荆词冷笑,“我弃画,萧安弃了箭,你弃了道义。”
“凭什么说我弃的就是道义?”他坐下来,身子前倾双目盯着她。
“趋附韦后,迫害忠良,草菅人命,难道是正义?”
“呵!”他轻笑,“天下需要智者统治,昏庸之人自然被顶替。如今朝局动荡,死人再正常不过,政治的牺牲品罢了,当初则天大圣皇后登基前何尝不是如此?最终还不是政通人和,造就贞观遗风。这个道理,难道你不懂么?”
“且不说韦后与安乐公主有无治理天下之才,皇位从‘李’易‘武’,‘武’复‘李’,若又从‘李’易‘韦’,如此反复,朝令夕改,百姓经受得住?朝局能平稳?边疆能安定?”
“如今圣上撑不住了,是否易姓我不知,反正主是易定了。别把自己抬得那么高,咱们不过是站了不同派罢了,杨家依附的太平公主也不见得有多光明磊落。”
“罢了。”她倒酒,懒得再开口。
各自心里清楚,彼此不再如年少之时心心相印,如今多说无益,倒不如痛痛快快饮酒吃肉。
…………
一饮到黄昏,馆内客人渐渐散尽。
桌前二人趴着,桌上皆是东倒西歪的酒坛子。
“客官,咱们要打烊了,二位看……”小二走到桌前小心翼翼说道。
荆词醉醺醺努力撑开眼皮,撑着桌子努力站起来,不觉晃了晃。
“哟您小心。”
“十坛酒……还剩下……”她晃着身子数到,“一、二、三、四、五、六……六坛!”
“客官您数错啦,那是空的,不是剩下六坛,是喝了六坛。”小二纠正。
“哦喝了六坛,那一个人喝了、喝了……”
“一个人喝了三坛。”
荆词点点头,弯腰举起未开封的酒坛,利落地打开,哗啦啦往地上倒……浓郁的酒倾泻而出,流了满地……
“哎,您、您……”小二瞠目结舌,喝不完也不该这么浪费啊。
哗——
酒如同洗地似的,从桌脚下溢开……
她一连往下倒了整整三坛,才收手,接着取出一把线条硬朗、纹饰精致的短匕,将其紧握的手微微颤了颤,丝毫不敢低头看一眼。
嘶——
她狠狠将短匕挥向身上的衫袍,一片料子被划下,手一扬,利落地扔到桌上,连同手中的短匕,这是他送她的生辰礼物。
“从此各自天涯。

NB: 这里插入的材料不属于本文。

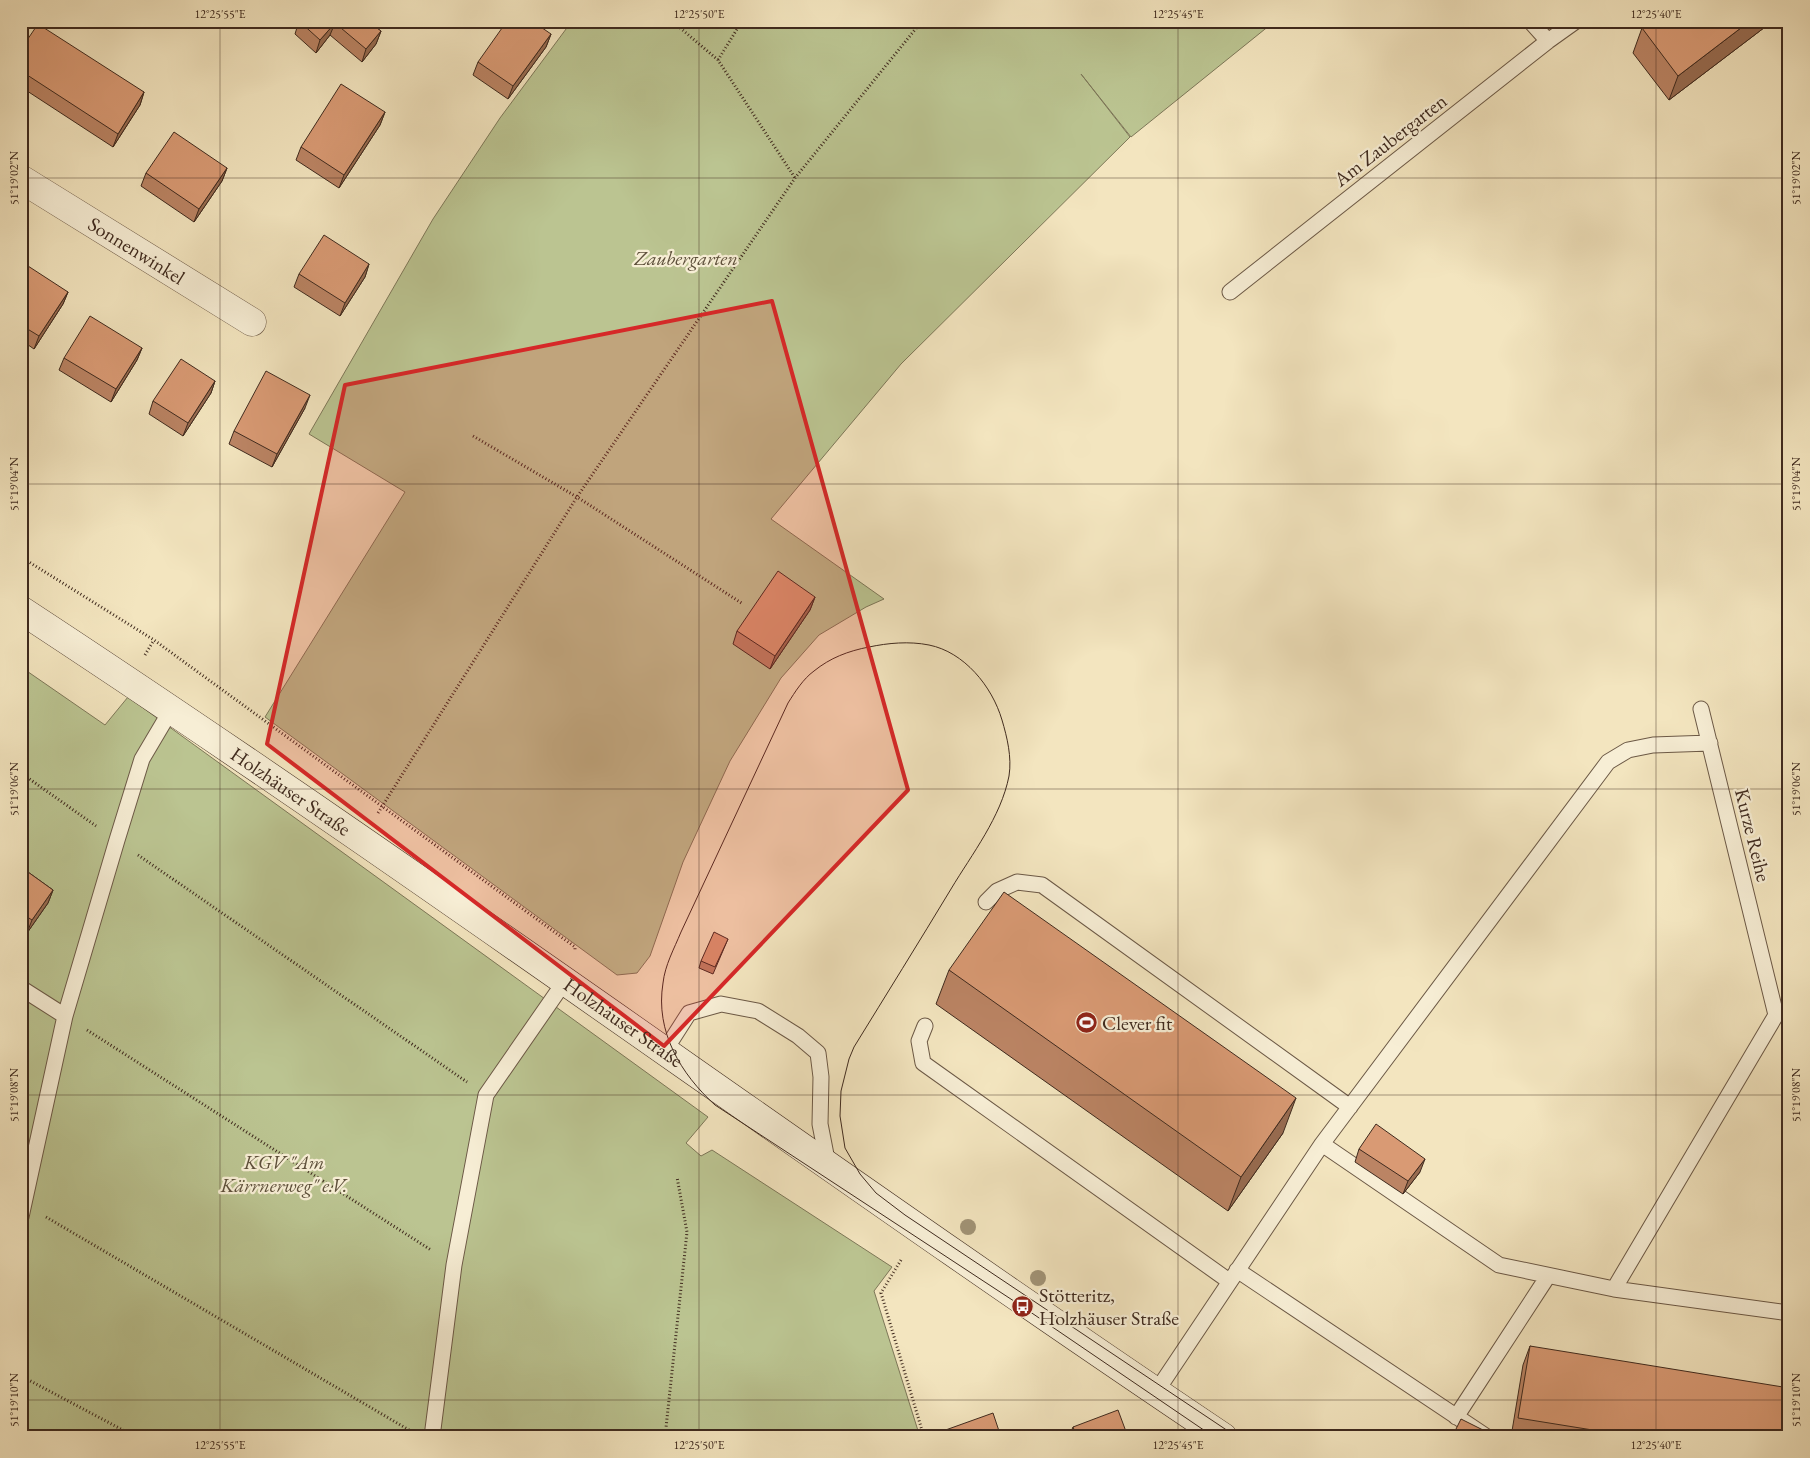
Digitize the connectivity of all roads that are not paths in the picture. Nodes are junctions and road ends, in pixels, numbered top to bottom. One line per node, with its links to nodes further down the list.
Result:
1 (1530, 21): 3 (lane)
2 (1576, 21): 3 (lane, Am Zaubergarten)
3 (1548, 41): 5 (lane, Am Zaubergarten)
4 (21, 179): 6 (main road, Sonnenwinkel)
5 (1230, 292)
6 (252, 322)
7 (21, 610): 9 (main road, Holzhäuser Straße)
8 (1702, 709): 10 (lane, Kurze Reihe)
9 (171, 710): 12 (main road, Holzhäuser Straße); 15 (lane)
10 (1710, 743): 14 (lane, Kurze Reihe); 18 (lane)
11 (986, 902): 18 (lane)
12 (572, 986): 17 (main road, Holzhäuser Straße); 28 (lane)
13 (21, 988): 15 (lane)
14 (1782, 1014): 24 (lane)
15 (65, 1016): 21 (lane)
16 (925, 1026): 22 (lane)
17 (664, 1052): 20 (main road, Holzhäuser Straße); 20 (lane)
18 (1350, 1107): 19 (lane)
19 (1322, 1144): 22 (lane); 23 (lane)
20 (828, 1166): 26 (main road, Holzhäuser Straße)
21 (22, 1208)
22 (1233, 1275): 26 (lane); 27 (lane)
23 (1548, 1276): 24 (lane); 27 (lane)
24 (1614, 1289): 25 (lane)
25 (1789, 1313)
26 (1156, 1392): 29 (main road, Holzhäuser Straße)
27 (1456, 1418): 30 (lane)
28 (432, 1437)
29 (1223, 1437)
30 (1487, 1437)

”
她似用尽了所有力气,声音沙哑低沉,遂转身决绝离去……步伐微颠,她极力稳住,脚步仍是踉跄,不仅是醉酒之身,还有心。
他们三个缘分已尽,只能走到这里了。
…………
其实,从小荆词和萧平比和萧安还要合拍些。
他们俩皆喜动,故而才能一起痛饮,一起切磋骑射。她机灵,他聪明,只要她一个眼神,他便明白她的鬼主意。他帮着她欺瞒夫子逃学游玩,同她窜走洛阳的大街小巷,配合她搭救环儿。他最懂她喜欢什么,能为她做出最好选择,他们是世上最默契的搭档,比萧安更像同一母体所出……
她从未想过,有一日他也会有自己的选择,甚至……与她背道而驰。
荆词狠狠揪着胸前的衣裳,里面痛得不得了,好像在涓涓泣血,真的好疼,比萧安离世时还要疼上许多许多……即便与萧安阴阳相隔,但萧安没有离开她,纵使萧平安然无恙,却已是陌路之人。
真正离去的,是他。
临近日暮,街上行人渐渐减少。
荆词朦胧的双眼依稀看见前方一道熟悉的身影,她踉踉跄跄朝前走,眼看她就要摔倒,那道身影三步并作两步上前一把接住她。